Four Key Elements of a Successful Data Lake
Discovering insights from data lakes can be challenging.
A data lake is a system used to store data for analytics. Cloud services like Azure Data Lake Store (ADLS) and Amazon S3 are examples of a data lake, as is, the distributed file system used in Apache Hadoop (HDFS). Companies that store large amounts of data build data lakes for their flexibility, cost model, elasticity, and scalability.
Yet the data in data lakes tends to be less structured and less understood, and for data consumers to analyze the data in the data lakes, IT needs to move data to a data warehouse and then build extracts and cubes. The burden for understanding and structuring the data then falls on IT, the data engineers who take months to build pipelines so that the data can be accessed, and it also falls on the data consumers, who need to wait for IT so that they run their BI workloads.
When BI users have access to the data, they still need to prepare, catalog, and accelerate their data, and they don’t have an easy interface or access point for them to do so. This process adds costs and complexity and delays access to what is most crucial—your data. Lastly, companies don’t understand exactly what their data lake contains or the quality of their data.
Data lakes are an agile, low-cost way for companies to store their data, but without the right tools, the data lake can grow stagnant and become a data swamp. Often, data lakes suffer or fail when there is no way to govern the data, no easy way for data consumers to access the data, and no clear goal for what it is supposed to achieve.
The four keys to success
When designing a data lake, there are four important considerations to make it accessible for data consumers.
When data is sourced for the data lake, schema and data quality must be a priority so the data lake can be usable for data consumers.
Data consumers need to be able to use their favorite tools, such as Tableau, Python, and R. Typically a data lake is used to store raw datasets, and then vetted data is moved into a data warehouse for access.

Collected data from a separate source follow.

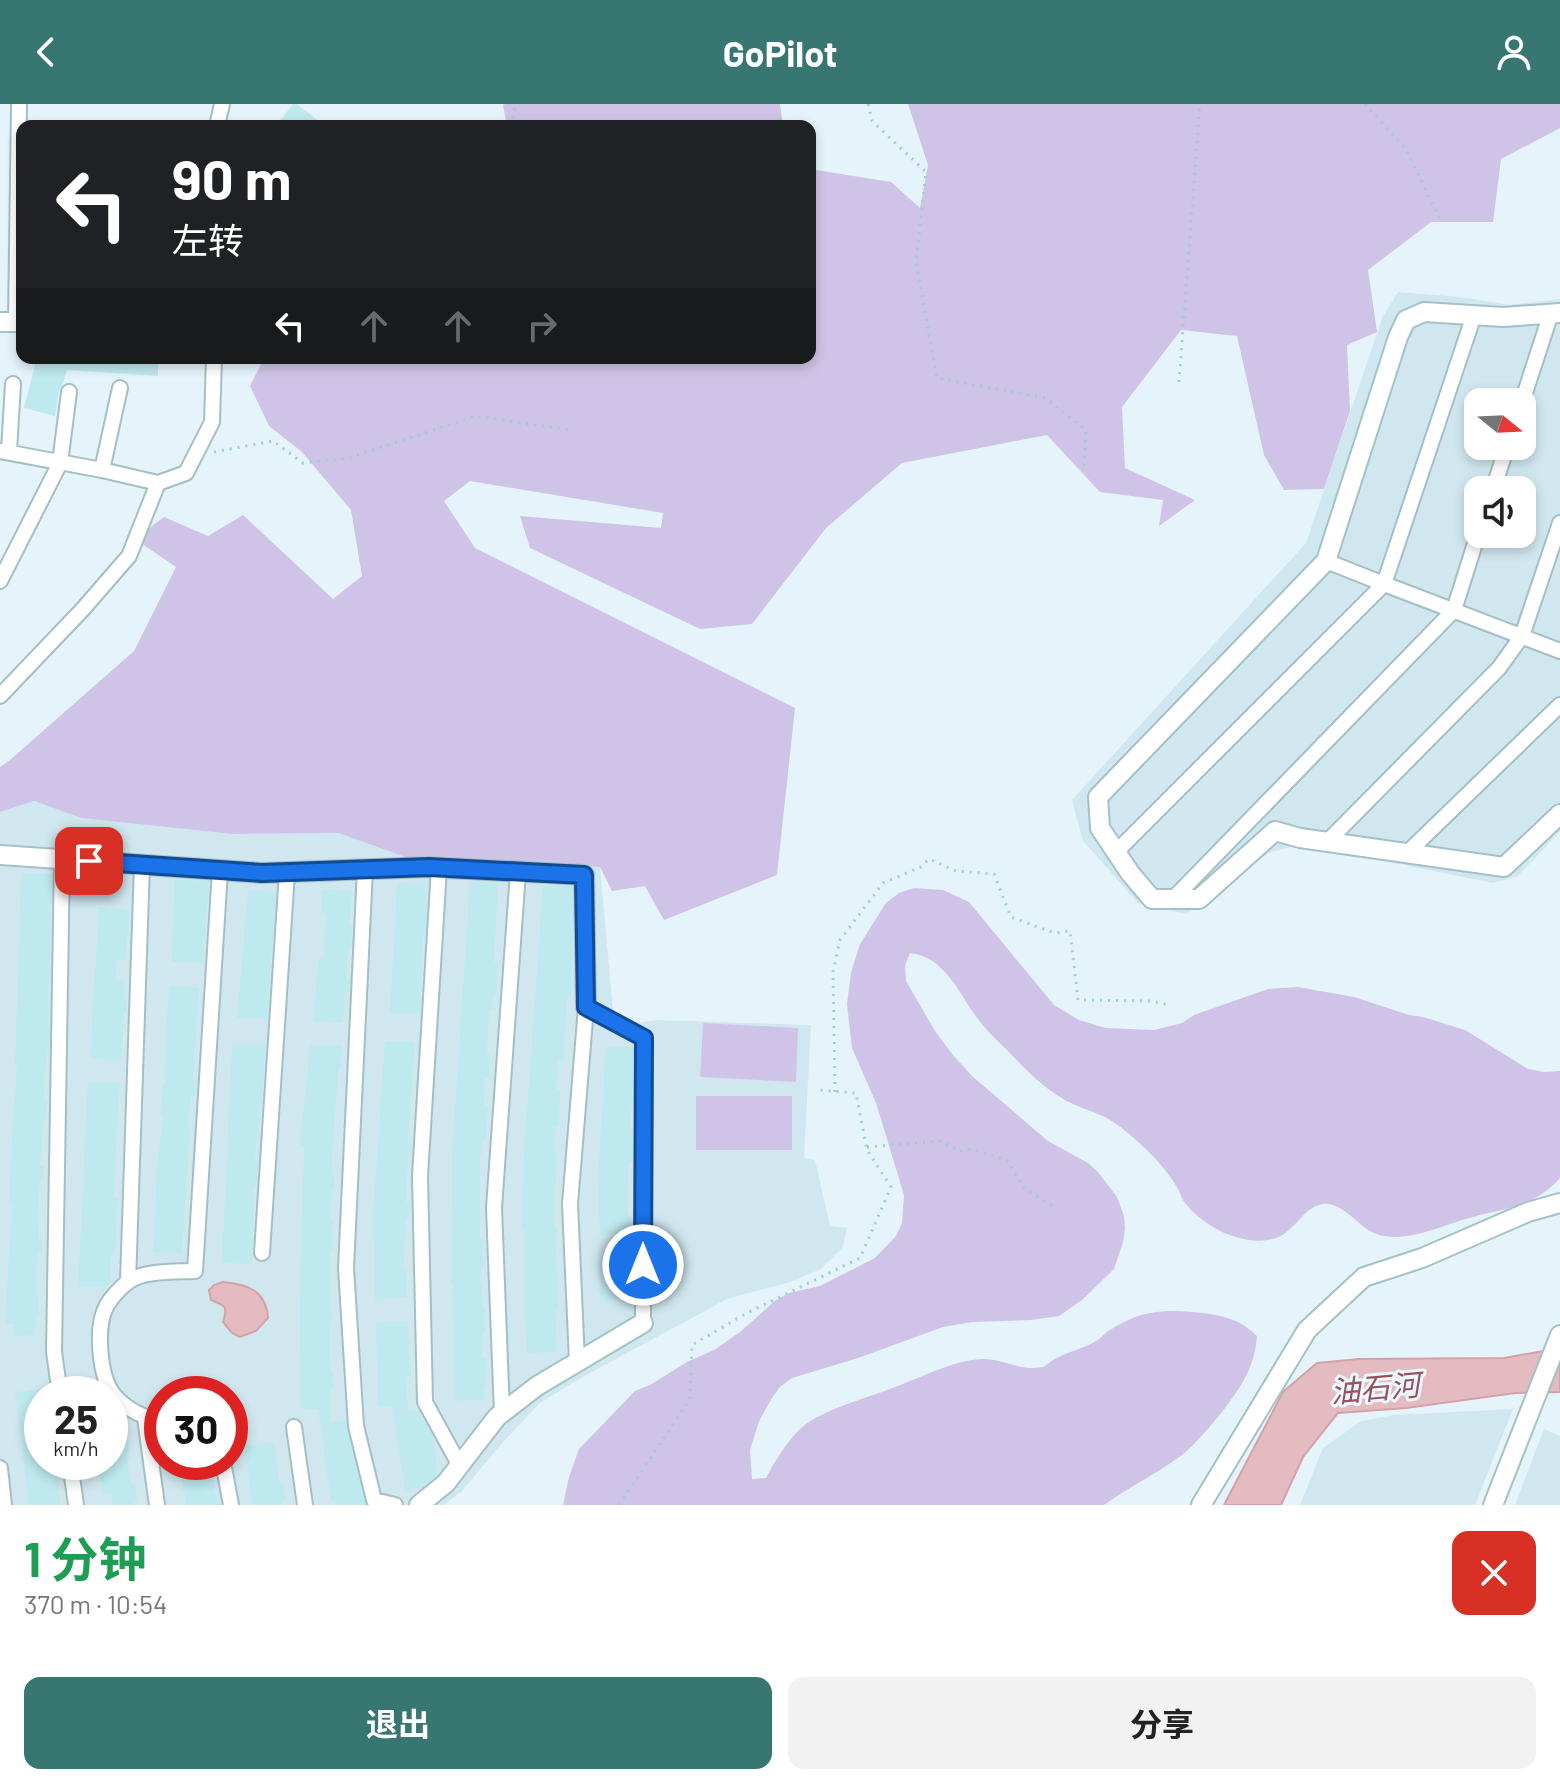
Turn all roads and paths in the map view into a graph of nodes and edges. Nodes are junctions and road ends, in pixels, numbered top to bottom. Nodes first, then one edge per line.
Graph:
1 (868, 104) edge
2 (1200, 104) edge
3 (1365, 104) edge
4 (16, 213) edge
5 (1441, 222) dead end
6 (1555, 313) edge
7 (1474, 315) junction
8 (13, 322) edge
9 (214, 364) edge
10 (1179, 382) dead end
11 (13, 384) dead end
12 (120, 388) dead end
13 (1527, 388) edge
14 (69, 392) dead end
15 (570, 430) dead end
16 (4, 451) edge
17 (195, 455) junction
18 (60, 463) junction
19 (1084, 466) dead end
20 (102, 470) junction
21 (158, 483) junction
22 (1560, 523) edge
23 (1474, 548) edge
24 (1326, 561) junction
25 (0, 581) edge
26 (1384, 584) junction
27 (1454, 610) junction
28 (1522, 636) junction
29 (1560, 651) edge
30 (0, 696) edge
31 (1560, 705) edge
32 (1560, 814) edge
33 (1327, 842) junction
34 (1116, 852) junction
35 (1407, 853) junction
36 (0, 855) edge
37 (62, 859) junction
38 (142, 864) junction
39 (439, 868) junction
40 (365, 869) junction
41 (220, 870) junction
42 (287, 872) junction
43 (518, 872) junction
44 (1172, 900) junction
45 (1169, 1005) dead end
46 (586, 1007) junction
47 (820, 1090) dead end
48 (835, 1092) junction
49 (867, 1147) junction
50 (1560, 1203) edge
51 (1054, 1207) dead end
52 (262, 1253) dead end
53 (128, 1282) junction
54 (643, 1323) joint
55 (1560, 1335) edge
56 (577, 1362) junction
57 (57, 1376) edge
58 (502, 1413) junction
59 (144, 1417) edge
60 (294, 1427) dead end
61 (460, 1466) junction
62 (0, 1468) edge
63 (73, 1480) edge
64 (154, 1480) edge
65 (226, 1480) edge
66 (4, 1505) edge
67 (76, 1505) edge
68 (157, 1505) edge
69 (231, 1505) edge
70 (305, 1505) edge
71 (395, 1505) edge
72 (419, 1505) edge
73 (619, 1505) edge
74 (1201, 1505) edge
75 (1493, 1505) edge

1 - 19 path
2 - 10 path
3 - 5 path
4 - 8 street
6 - 7 street
6 - 13 street
7 - 24 street
7 - 26 street
9 - 17 street
11 - 16 street
12 - 20 street
14 - 18 street
15 - 17 path
16 - 18 street
17 - 21 street
18 - 20 street
18 - 25 street
20 - 21 street
21 - 30 street
22 - 28 street
23 - 27 street
24 - 26 street
24 - 34 street
26 - 27 street
26 - 34 street
27 - 28 street
27 - 44 street
28 - 29 street
28 - 33 street
31 - 35 street
32 - 35 street
33 - 35 street
33 - 44 street
34 - 44 street
36 - 37 street
37 - 38 street
37 - 57 street
38 - 41 street
38 - 53 street
39 - 40 street
39 - 43 street
39 - 61 street
40 - 42 street
40 - 71 street
41 - 42 street
41 - 53 street
42 - 52 street
43 - 46 street
43 - 58 street
45 - 48 path
46 - 54 street
46 - 56 street
47 - 48 path
48 - 49 path
49 - 51 path
49 - 73 path
50 - 74 street
53 - 59 street
54 - 56 street
55 - 75 street
56 - 58 street
58 - 61 street
60 - 70 street
61 - 72 street
62 - 66 street
63 - 67 street
64 - 68 street
65 - 69 street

Optimization and governance
Once insights have been made, the process must be streamlined so that it is ready for enterprise-level outputs, often requiring data preparation or transformation, a data catalog or semantic layer, query acceleration, robust data integration, and data governance to ensure data quality.
Data consumers need capabilities such as the ability to run ad hoc queries, low latency, high concurrency, workload management, and integration with BI tools. Data lakes do not provide this functionality, making it difficult for end users to work within the data lake environment.
Dremio allows you to wade through the complexities of your data lake
Dremio connects to data lakes like ADLS, Amazon S3, and more, putting all of your data in one place and providing it structure. We provide an integrated, self-service interface for data lakes, designed for BI users and data scientists. Dremio increases the productivity of these users by allowing them to easily search, curate, accelerate, and share datasets with other users. In addition, Dremio allows companies to run their BI workloads from their data lake infrastructure, removing the need to build cubes or BI extracts.
Dremio helps you leverage your data lake
With Dremio, you don’t need to worry about the schema and structure of the data that you put in your data lake. Dremio takes data from whatever kind of source–relational or NoSQL–and converts it into a SQL-friendly format without making extra copies. You can then curate, prepare, and transform your data using Dremio’s intuitive user interface, making it ready for analysis.
Dremio makes it easy for your data engineers to curate data for the specific needs of different teams and different jobs, without making copies of the data. By managing data curation in a virtual context, Dremio makes it fast, easy, and cost effective to design customized virtual datasets that filter, transform, join, and aggregate data from different sources. Virtual datasets are defined with standard SQL, so they fit into the skills and tools already in use by your data engineering teams.
Optimization and governance
In order to scale these results across your enterprise, Dremio provides a self-service semantic layer and governance for your data. Dremio’s semantic layer is an integrated, searchable catalog in the Data Graph that indexes all of your metadata, allowing business users to easily make sense of the data in the data lake. Anything created by users—spaces, directories, and virtual datasets make up the semantic layer, all of which is indexed and searchable. The relationships between your data sources, virtual datasets, and all your queries are also maintained in the Data Graph, creating a data lineage, allowing you to govern and maintain your data.
At its core, Dremio makes your data self-service, allowing any data consumer at your company to find the answers to your most important business questions in your data lake, whether you’re a business analyst who uses Tableau, Power BI, or Qlik, or a data scientist working in R or Python. Through the user interface, Dremio also allows you to share and curate data virtual datasets without making extra copies, optimizing storage and supporting collaboration across teams. Lastly, Dremio accelerates your BI tools and ad-hoc queries with reflections, and integrates with all your favorite BI and data science tools, allowing you to leverage the tools you already know how to use on your data lake.